Occupe-toi du chapeau de la gamine... Et laisse flotter le ruban !
Je l'écoute...

jeudi 15 octobre 2015

Speedy moi-même


Le temps file sans que je prenne le temps d'écrire. Après les souvenirs du voyage sud-américain d'Edward Perraud, c'était hier soir au tour de Médéric Collignon de vernir son expo de vues de sa fenêtre au Triton, Les Lilas. Le prochain accrochage d'un musicien-photographe sera celui de Louis Sclavis. Bonne idée de Anna Sanchez Genard de leur avoir proposé chaque mois de montrer leurs fantaisies iconographiques ! J'enchaînai avec l'inauguration du café-restaurant L'entr'acte à Bagnolet, près du Cin'Hoche, que Caroline Rossignol a décoré sur le thème du cinématographe, en particulier un beau bar à tiroirs et des lustres en film celluloïd perforé...
Tout avait commencé tôt le matin avec une émission en direct à Radio Aligre qui avait réuni toute l'équipe des Inéditeurs pour évoquer le poème graphique Boum ! dont j'ai composé la partition sonore. Courses à Belleville avant le déjeuner, à Paris Store pour les légumes exotiques et les herbes fraîches, de grandes bouteilles de Tsing Tao et les délicieux rouleaux de la Pâtisserie Têt composés de riz gluant, poitrine de porc et fleur de banane, puis chez Super Tofu (demandez leur tofu nao salé ou leurs brioches de riz, mais tout y est bon comme là-bas et incroyablement pas cher).
L'après-midi je bouclai avec Francis Gorgé la proposition de morceaux pour le vinyle que doit publier Le Souffle Continu de notre duo pré-Défense de, à savoir des pièces de 1974 et 1975 d'une énergie invraisemblable. Francis avait sa guitare Gibson SG Standard des origines et moi mon ARP 2600, le plus beau synthé analogique que je connaisse. J'écoutai aussi un autre futur vinyle, cette fois le master des remix d'Un Drame Musical Instantané par Jorge Velez, Tuff Sherm, Eltron John et Thurston Moore, que sortira DDD/La Source au début de l'an prochain. Comme ce n'était pas suffisant je fis les dernières corrections de l'application pour tablette La Famille Fantôme avec les Éditions Volumiques pendant que Sacha Gattino se concentrait sur l'exposition Darwin dont nous réalisons ensemble le design sonore pour La Cité des Sciences et de l'Industrie qui a rouvert ses portes depuis l'incendie de cet été (les dates de Darwin ont été de ce fait repoussées). Ma fille Elsa est également passée me voir avant son départ pour Rome où elle reprend son rôle de Micaela dans le Carmen de Bizet adapté par l'Orchestra di piazza Vittorio.
Une journée bien remplie qui ne m'a pas laissé un instant pour écrire...

mercredi 14 octobre 2015

Un cheveu sous la voix


Un cheveu sur la langue n'empêche pas de chanter.
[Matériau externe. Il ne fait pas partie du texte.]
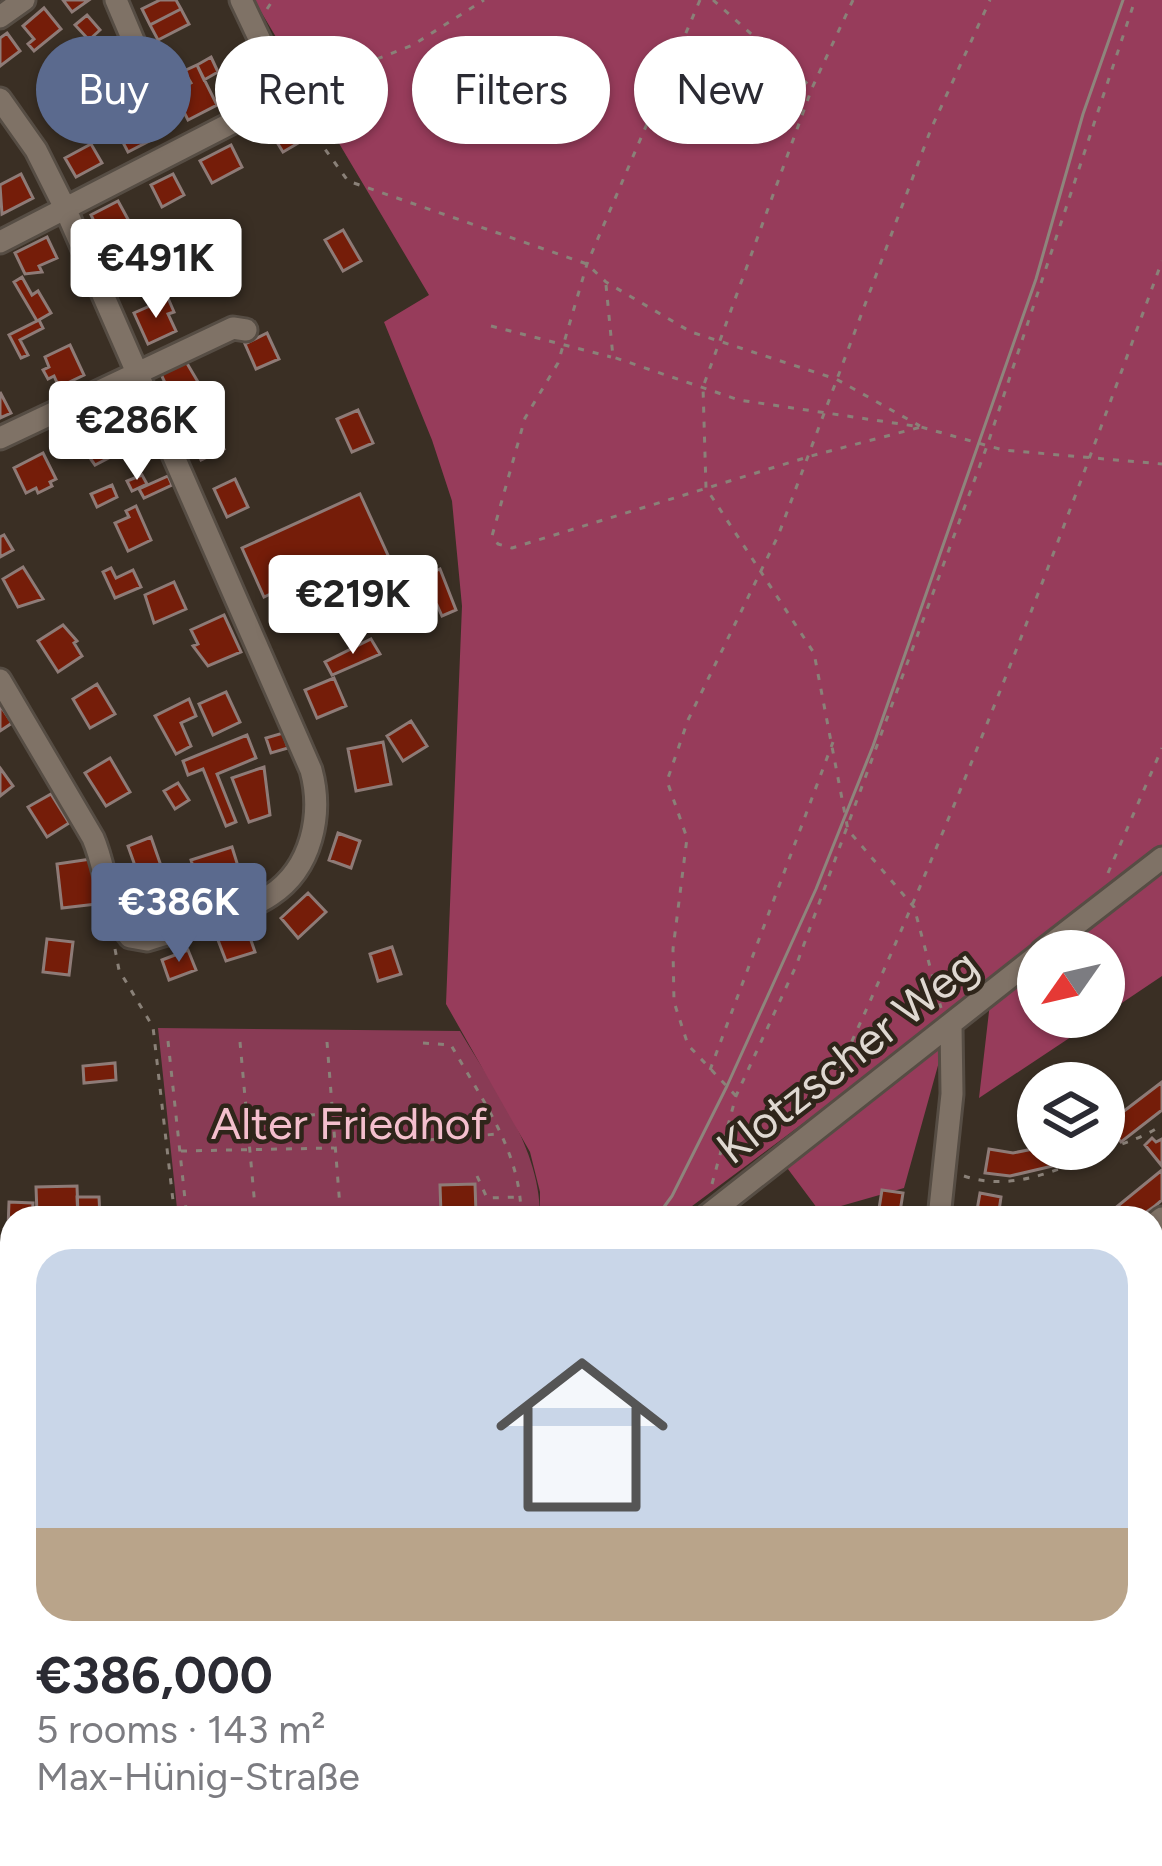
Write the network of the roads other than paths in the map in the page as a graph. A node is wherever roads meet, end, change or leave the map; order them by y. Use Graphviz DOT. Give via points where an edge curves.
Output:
graph roads {
  1 [pos="25,0"];
  2 [pos="116,0"];
  3 [pos="242,0"];
  4 [pos="0,17"];
  5 [pos="131,36"];
  6 [pos="0,99"];
  7 [pos="65,208"];
  8 [pos="0,242"];
  9 [pos="246,330"];
  10 [pos="135,373"];
  11 [pos="0,438"];
  12 [pos="0,680"];
  13 [pos="1162,858"];
  14 [pos="1068,930"];
  15 [pos="1017,972"];
  16 [pos="951,1025"];
  17 [pos="709,1206"];
  18 [pos="940,1206"];
  1 -- 4 [label="street"];
  2 -- 5 [label="street"];
  3 -- 7 [label="street" via="286,95"];
  6 -- 7 [label="street"];
  7 -- 8 [label="street"];
  7 -- 10 [label="street"];
  9 -- 10 [label="street" via="233,328"];
  10 -- 11 [label="street"];
  10 -- 12 [label="street" via="311,770 317,817 299,863 270,896 147,940 121,936 93,838"];
  13 -- 14 [label="street, Klotzscher Weg"];
  15 -- 16 [label="street, Klotzscher Weg"];
  16 -- 17 [label="street, Klotzscher Weg"];
  16 -- 18 [label="street"];
}
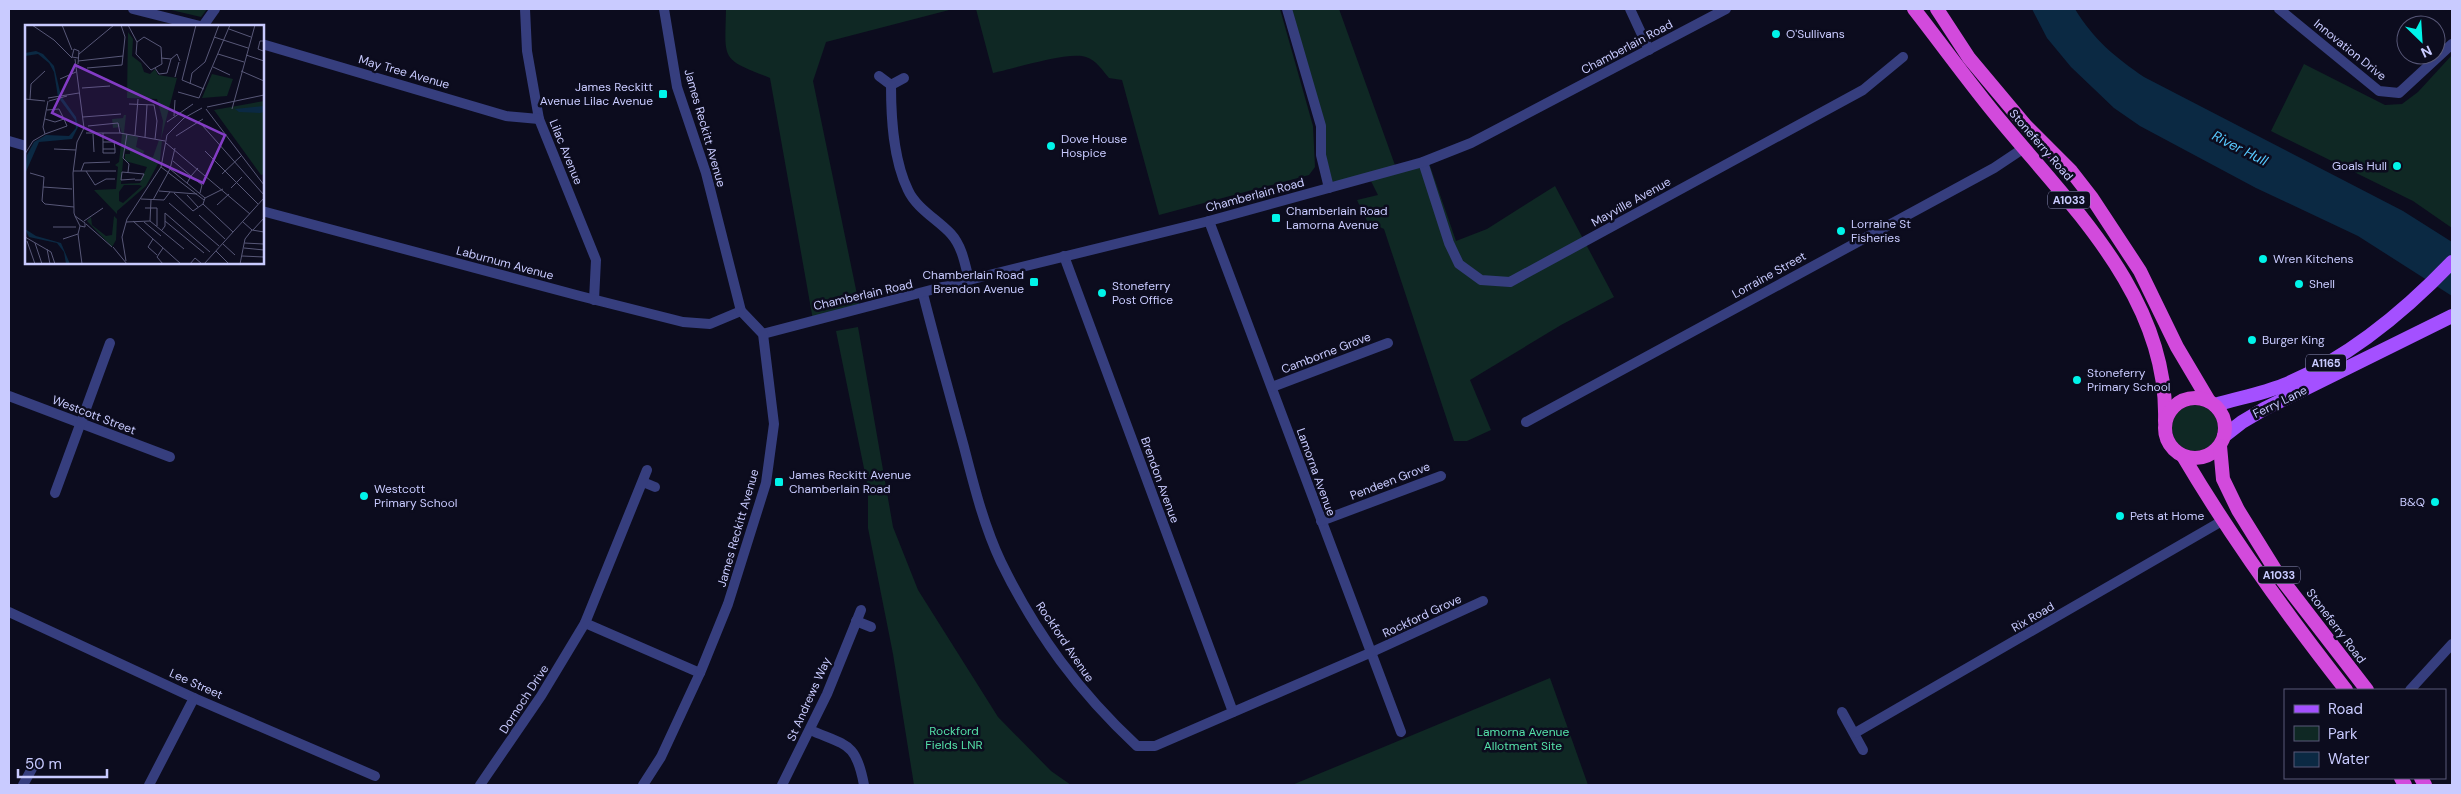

Il participe même au charme de l'artiste, personnalisant sa voix, d'autant qu'il dessine l'enveloppe de son timbre. La plupart du temps je ne fais pas attention. J'y ai seulement pensé en écoutant le beau concert de Yael Naim sur arte studio (écoute libre) et en la regardant. De la même manière j'ai mis des années à me rendre compte que Robert Wyatt en était affublé et que ce chuintement, reste de l'enfance, produisait une fragilité délicieuse à celles et ceux qui ne s'en étaient pas débarrassés. Akhenaton, Freddie Mercury, Donald Fagen, Tom Waits, Elton John font ainsi partie des zozoteurs lyriques. Au cinéma Humphrey Bogart ou Sean Connery à ses débuts portaient eux aussi le cheveu sur la langue et Darry Cowl en fit son style. Il existe d'autres dyslalies plus handicapantes comme le bégaiement qui peut disparaître justement en chantant. Ou des timbres de voix comme celui de Bob Dylan dont la faille signale l'originalité. La difficulté pour chacun est d'accepter sa voix, trouble né seulement avec le premier système de reproduction lorsque l'on a pu l'entendre sans la résonance de son crâne. Comme en haïkido, mieux vaut renverser l'adversité pour en faire sa force !

mardi 13 octobre 2015

Cette machine tue les fascistes


Très belle surprise de découvrir This Machine Kills Fascists, le nouvel album de Francesco Bearzatti, hommage au folk singer américain Woody Guthrie qui avait écrit cette phrase sur sa guitare. Le saxophoniste italien ne l'a pas gravée sur son saxophone, mais sur son CD... Comme on aimerait que les marchands d'armes se recyclent luthiers pour chasser la vermine au lieu d'exciter les rivalités ! Pour son Tinissima 4et Bearzatti, qui joue parfois de la clarinette, a réunit le trompettiste Giovanni Falzone, le bassiste Danilo Gallo et le batteur Zeno De Rossi. Il a également invité la chanteuse Petra Magoni sur le titre dédié aux anarchistes Sacco et Vanzetti injustement condamnés à la chaise électrique par le gouvernement américain en 1927. Il signe toutes les compositions sauf la dernière, This Land is Your Land, un classique de Woody Guthrie écrite en 1940 et qui pourrait servir d'hymne à tous les réfugiés du monde entier.
En s'inspirant de la vie et de l'œuvre du folk singer politiquement engagé Bearzatti joue le blues d'une manière étonnante qui rappelle l'Art Ensemble of Chicago dans ses pièces les plus populaires. Les musiciens ont cette manière urgente de prendre leur temps en affirmant les notes comme des slogans. Le son de la trompette de Falzone y participe aussi pour beaucoup. Après une introduction très imagée de l'Oklahoma, ils chevauchent le vent, embarquent à bord des trains avec les hobos, des SDF de l'époque, et raillent la chasse aux sorcières, tous ces mouvements en instrumentistes fameux et solidaires.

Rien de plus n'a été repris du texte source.